Konzepte der Auftragsfertigung: Make-to-Order vs. Make-to-Stock
Die Auftragsfertigung, international als Make-to-Order (MTO) bekannt, ist eine Produktionsstrategie, bei der die Herstellung eines Produkts erst nach Eingang einer konkreten Kundenbestellung ausgelöst wird. Dies steht im Gegensatz zur Lagerfertigung (Make-to-Stock), bei der auf Basis von Absatzprognosen vorproduziert wird.
Die Auftragsfertigung ist typisch für Produkte mit hoher Variantenvielfalt, komplexen technischen Anforderungen oder sehr hohen Wertschöpfungskosten. Sie ermöglicht eine maximale Individualisierung und verhindert das Risiko von Ladenhütern. Allerdings erfordert sie eine hochflexible Produktion und führt zwangsläufig zu längeren Lieferzeiten für den Kunden, da der gesamte Herstellungsprozess erst nach dem Kaufvertrag startet.
Grafik: Erstellt mit KI
Prozesskette und Planungskomplexität der Auftragsfertigung
Der Prozess der Auftragsfertigung beginnt oft bereits in der Vertriebsphase mit der Konfiguration des Produkts. Hier müssen technische Machbarkeit und kalkulatorische Kosten in Echtzeit geprüft werden. Sobald der Auftrag eingeht, wird eine spezifische Stückliste und ein Arbeitsplan generiert.

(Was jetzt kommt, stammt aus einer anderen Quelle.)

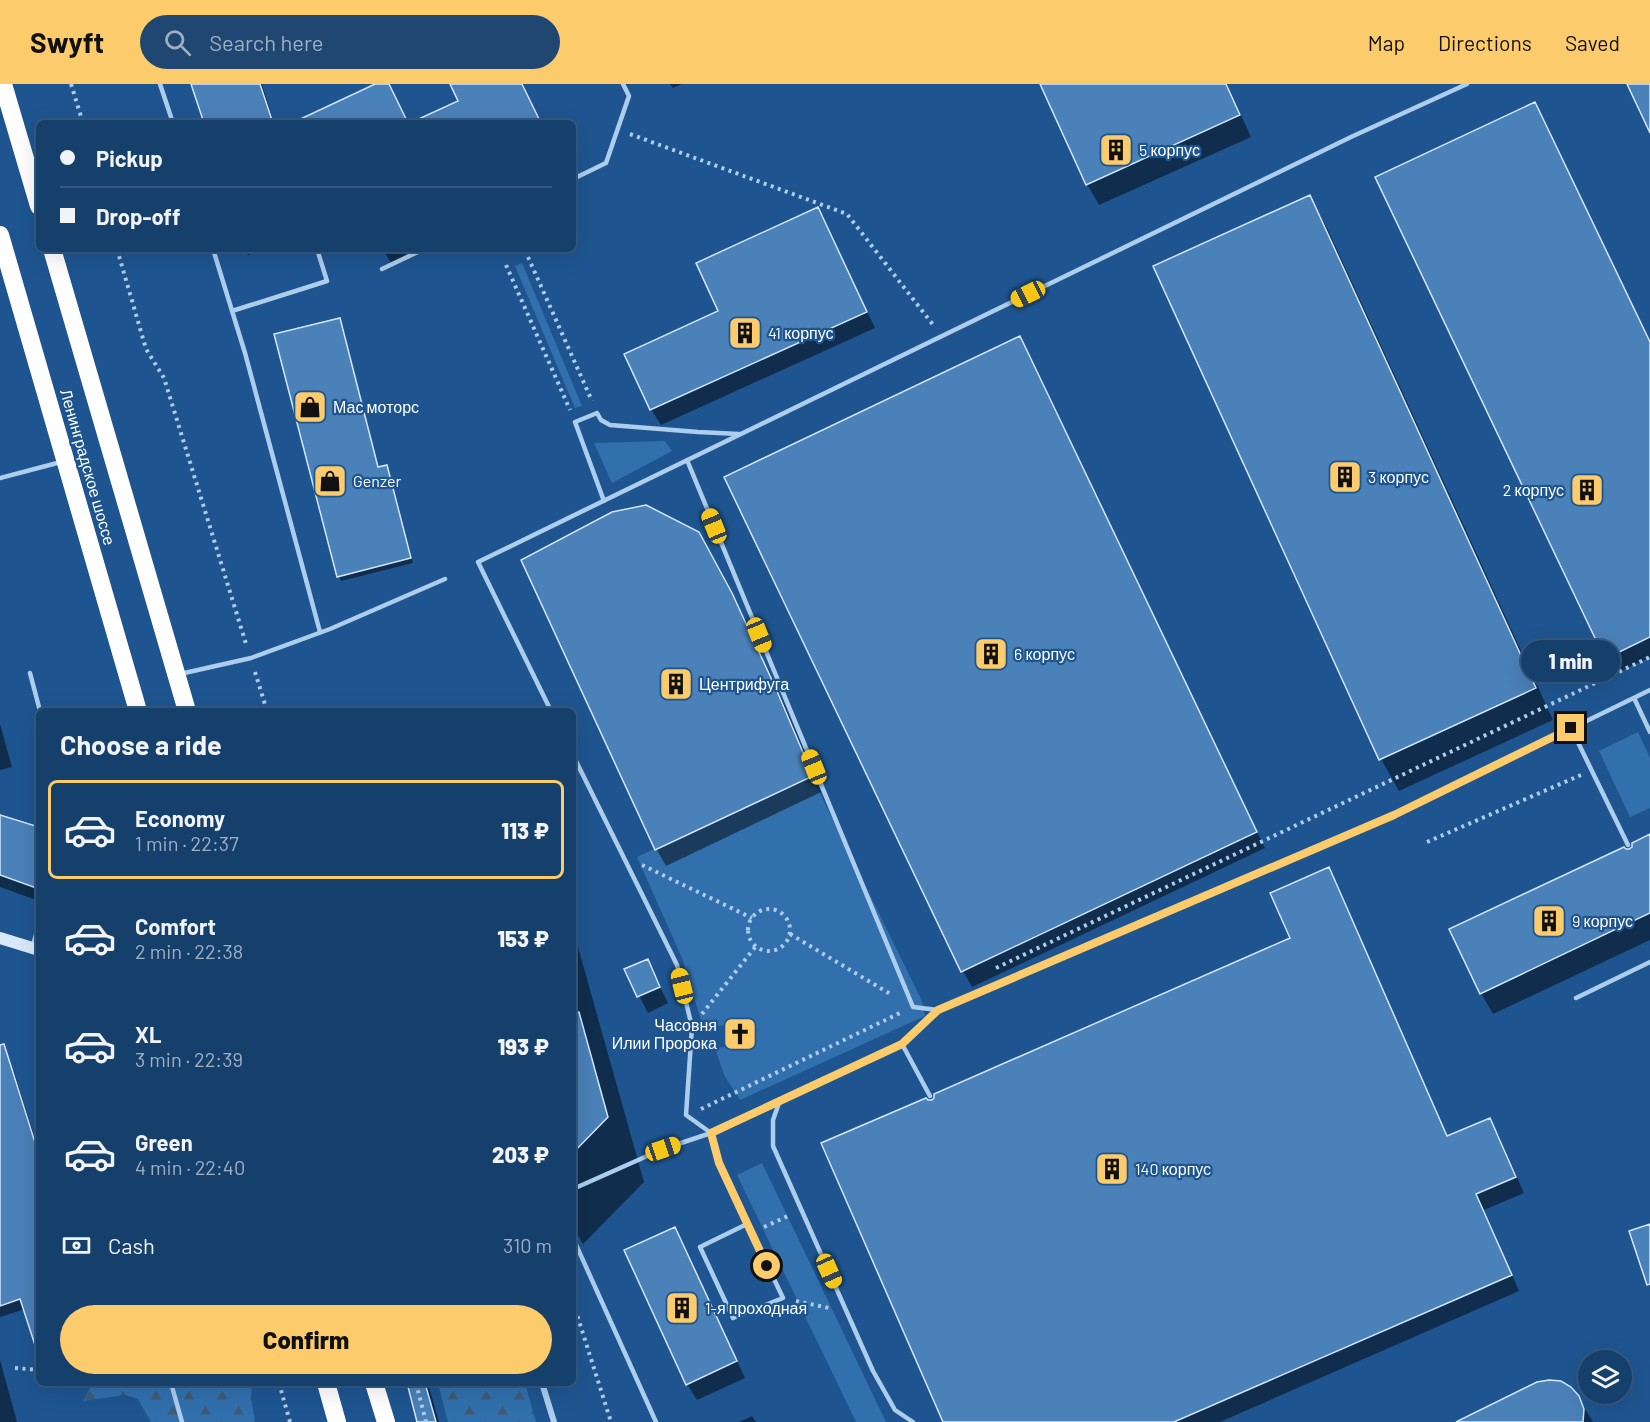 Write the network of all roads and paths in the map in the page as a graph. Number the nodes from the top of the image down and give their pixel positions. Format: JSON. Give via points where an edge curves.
{"nodes":[{"id":1,"x":3,"y":84,"type":"edge"},
{"id":2,"x":71,"y":84,"type":"edge"},
{"id":3,"x":160,"y":84,"type":"edge"},
{"id":4,"x":623,"y":84,"type":"edge"},
{"id":5,"x":1467,"y":84,"type":"edge"},
{"id":6,"x":81,"y":120,"type":"edge"},
{"id":7,"x":172,"y":120,"type":"edge"},
{"id":8,"x":618,"y":130,"type":"junction"},
{"id":9,"x":576,"y":178,"type":"edge"},
{"id":10,"x":36,"y":196,"type":"edge"},
{"id":11,"x":0,"y":235,"type":"edge"},
{"id":12,"x":53,"y":252,"type":"edge"},
{"id":13,"x":118,"y":252,"type":"edge"},
{"id":14,"x":214,"y":252,"type":"edge"},
{"id":15,"x":318,"y":252,"type":"edge"},
{"id":16,"x":418,"y":252,"type":"edge"},
{"id":17,"x":528,"y":257,"type":"dead end"},
{"id":18,"x":506,"y":265,"type":"dead end"},
{"id":19,"x":382,"y":269,"type":"dead end"},
{"id":20,"x":232,"y":311,"type":"junction"},
{"id":21,"x":942,"y":336,"type":"junction"},
{"id":22,"x":597,"y":413,"type":"junction"},
{"id":23,"x":575,"y":422,"type":"junction"},
{"id":24,"x":741,"y":434,"type":"junction"},
{"id":25,"x":65,"y":460,"type":"junction"},
{"id":26,"x":687,"y":460,"type":"junction"},
{"id":27,"x":0,"y":478,"type":"edge"},
{"id":28,"x":604,"y":501,"type":"junction"},
{"id":29,"x":445,"y":579,"type":"dead end"},
{"id":30,"x":320,"y":632,"type":"junction"},
{"id":31,"x":1650,"y":657,"type":"edge"},
{"id":32,"x":251,"y":658,"type":"junction"},
{"id":33,"x":30,"y":673,"type":"dead end"},
{"id":34,"x":178,"y":675,"type":"junction"},
{"id":35,"x":1650,"y":690,"type":"edge"},
{"id":36,"x":1634,"y":698,"type":"junction"},
{"id":37,"x":39,"y":708,"type":"edge"},
{"id":38,"x":137,"y":708,"type":"edge"},
{"id":39,"x":187,"y":708,"type":"edge"},
{"id":40,"x":266,"y":708,"type":"edge"},
{"id":41,"x":550,"y":708,"type":"edge"},
{"id":42,"x":1571,"y":728,"type":"junction"},
{"id":43,"x":1650,"y":732,"type":"edge"},
{"id":44,"x":576,"y":761,"type":"edge"},
{"id":45,"x":1593,"y":770,"type":"junction"},
{"id":46,"x":1427,"y":842,"type":"dead end"},
{"id":47,"x":1628,"y":845,"type":"dead end"},
{"id":48,"x":622,"y":855,"type":"junction"},
{"id":49,"x":752,"y":918,"type":"junction"},
{"id":50,"x":790,"y":934,"type":"junction"},
{"id":51,"x":0,"y":938,"type":"edge"},
{"id":52,"x":756,"y":946,"type":"junction"},
{"id":53,"x":36,"y":949,"type":"edge"},
{"id":54,"x":1650,"y":962,"type":"edge"},
{"id":55,"x":987,"y":972,"type":"dead end"},
{"id":56,"x":1576,"y":998,"type":"dead end"},
{"id":57,"x":913,"y":1007,"type":"junction"},
{"id":58,"x":938,"y":1010,"type":"junction"},
{"id":59,"x":692,"y":1027,"type":"junction"},
{"id":60,"x":902,"y":1044,"type":"junction"},
{"id":61,"x":930,"y":1096,"type":"dead end"},
{"id":62,"x":780,"y":1101,"type":"junction"},
{"id":63,"x":686,"y":1115,"type":"junction"},
{"id":64,"x":711,"y":1133,"type":"junction"},
{"id":65,"x":576,"y":1188,"type":"edge"},
{"id":66,"x":801,"y":1210,"type":"junction"},
{"id":67,"x":747,"y":1224,"type":"junction"},
{"id":68,"x":752,"y":1233,"type":"junction"},
{"id":69,"x":576,"y":1245,"type":"edge"},
{"id":70,"x":783,"y":1298,"type":"junction"},
{"id":71,"x":576,"y":1311,"type":"edge"},
{"id":72,"x":847,"y":1312,"type":"junction"},
{"id":73,"x":15,"y":1368,"type":"dead end"},
{"id":74,"x":36,"y":1370,"type":"edge"},
{"id":75,"x":172,"y":1386,"type":"edge"},
{"id":76,"x":280,"y":1386,"type":"edge"},
{"id":77,"x":327,"y":1386,"type":"edge"},
{"id":78,"x":375,"y":1386,"type":"edge"},
{"id":79,"x":417,"y":1386,"type":"edge"},
{"id":80,"x":543,"y":1386,"type":"edge"},
{"id":81,"x":182,"y":1422,"type":"edge"},
{"id":82,"x":290,"y":1422,"type":"edge"},
{"id":83,"x":337,"y":1422,"type":"edge"},
{"id":84,"x":386,"y":1422,"type":"edge"},
{"id":85,"x":426,"y":1422,"type":"edge"},
{"id":86,"x":554,"y":1422,"type":"edge"},
{"id":87,"x":611,"y":1422,"type":"edge"},
{"id":88,"x":656,"y":1422,"type":"edge"},
{"id":89,"x":913,"y":1422,"type":"edge"}],
"edges":[{"from":1,"to":10,"type":"highway"},
{"from":2,"to":6,"type":"path"},
{"from":3,"to":7,"type":"lane"},
{"from":4,"to":8,"type":"lane","via":[[629,96]]},
{"from":5,"to":21,"type":"lane"},
{"from":8,"to":9,"type":"lane","via":[[606,163]]},
{"from":8,"to":21,"type":"path","via":[[848,214]]},
{"from":11,"to":25,"type":"highway","name":"Ленинградское шоссе"},
{"from":12,"to":34,"type":"highway","name":"Ленинградское шоссе"},
{"from":13,"to":32,"type":"path","via":[[146,349],[164,378]]},
{"from":14,"to":20,"type":"lane"},
{"from":15,"to":20,"type":"lane","via":[[327,281]]},
{"from":16,"to":19,"type":"lane"},
{"from":17,"to":22,"type":"path"},
{"from":18,"to":23,"type":"path"},
{"from":20,"to":30,"type":"lane"},
{"from":21,"to":24,"type":"lane"},
{"from":22,"to":23,"type":"lane"},
{"from":22,"to":24,"type":"lane","via":[[610,425]]},
{"from":23,"to":28,"type":"lane"},
{"from":24,"to":26,"type":"lane"},
{"from":25,"to":27,"type":"lane"},
{"from":25,"to":38,"type":"highway","name":"Ленинградское шоссе"},
{"from":26,"to":28,"type":"lane"},
{"from":26,"to":57,"type":"lane"},
{"from":28,"to":41,"type":"lane","via":[[478,562]]},
{"from":29,"to":30,"type":"lane"},
{"from":30,"to":32,"type":"lane"},
{"from":31,"to":55,"type":"path"},
{"from":32,"to":34,"type":"lane"},
{"from":32,"to":40,"type":"path"},
{"from":33,"to":37,"type":"lane"},
{"from":34,"to":39,"type":"highway","name":"Ленинградское шоссе"},
{"from":35,"to":36,"type":"lane"},
{"from":36,"to":42,"type":"lane"},
{"from":36,"to":43,"type":"lane"},
{"from":42,"to":45,"type":"lane"},
{"from":42,"to":58,"type":"lane","via":[[1394,815]]},
{"from":44,"to":48,"type":"lane"},
{"from":45,"to":46,"type":"path"},
{"from":45,"to":47,"type":"lane"},
{"from":48,"to":49,"type":"path"},
{"from":48,"to":59,"type":"lane","via":[[677,965]]},
{"from":49,"to":50,"type":"path","via":[[761,910],[776,910],[788,919]]},
{"from":49,"to":52,"type":"path","via":[[748,930]]},
{"from":50,"to":52,"type":"path","via":[[787,941],[773,950]]},
{"from":50,"to":57,"type":"path"},
{"from":51,"to":53,"type":"street"},
{"from":52,"to":59,"type":"path"},
{"from":54,"to":56,"type":"lane"},
{"from":57,"to":58,"type":"lane"},
{"from":57,"to":63,"type":"path"},
{"from":58,"to":60,"type":"lane"},
{"from":59,"to":63,"type":"lane"},
{"from":60,"to":61,"type":"lane"},
{"from":60,"to":62,"type":"lane"},
{"from":62,"to":64,"type":"lane"},
{"from":62,"to":66,"type":"lane","via":[[773,1120],[773,1146]]},
{"from":63,"to":64,"type":"lane"},
{"from":64,"to":65,"type":"lane","via":[[663,1149]]},
{"from":64,"to":67,"type":"lane","via":[[719,1163]]},
{"from":66,"to":68,"type":"path"},
{"from":66,"to":72,"type":"lane"},
{"from":67,"to":68,"type":"lane"},
{"from":67,"to":70,"type":"lane","via":[[700,1247],[733,1318]]},
{"from":68,"to":70,"type":"lane"},
{"from":69,"to":88,"type":"lane"},
{"from":70,"to":72,"type":"path"},
{"from":71,"to":87,"type":"path"},
{"from":72,"to":89,"type":"lane","via":[[895,1410]]},
{"from":73,"to":74,"type":"path"},
{"from":75,"to":81,"type":"lane"},
{"from":76,"to":82,"type":"path"},
{"from":77,"to":83,"type":"highway"},
{"from":78,"to":84,"type":"highway"},
{"from":79,"to":85,"type":"path"},
{"from":80,"to":86,"type":"street"}]}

Die Herausforderung für die Produktionsplanung (PPS) besteht darin, die Ressourcen – also Personal, Maschinen und Material – so zu takten, dass der zugesagte Liefertermin eingehalten wird, während gleichzeitig die Auslastung der Fabrik optimiert bleibt. Da die Bedarfe nicht exakt vorhersehbar sind, müssen Auftragsfertiger oft Kapazitätspuffer vorhalten oder über ein sehr agiles Lieferantennetzwerk verfügen, um Material kurzfristig beschaffen zu können.
Strategische Vorteile und Risiken der Auftragsfertigung
Ein wesentlicher Vorteil der Auftragsfertigung ist die deutlich reduzierte Kapitalbindung im Fertigwarenlager. Da nur produziert wird, was bereits verkauft ist, entfällt das finanzielle Risiko von Überbeständen. Zudem können Innovationen viel schneller in den Markt eingeführt werden, da keine alten Lagerbestände abverkauft werden müssen.
Das Hauptrisiko liegt in der Volatilität der Nachfrage; schwankt der Auftragseingang stark, drohen entweder unproduktive Leerzeiten oder massive Überlastungen, die die Lieferzeiten in die Höhe treiben. Moderne Unternehmen nutzen daher oft hybride Ansätze (Assemble-to-Order), bei denen Standardkomponenten auf Lager produziert, die Endmontage aber erst kundenspezifisch nach Auftragseingang durchgeführt wird, um die Vorteile zu kombinieren.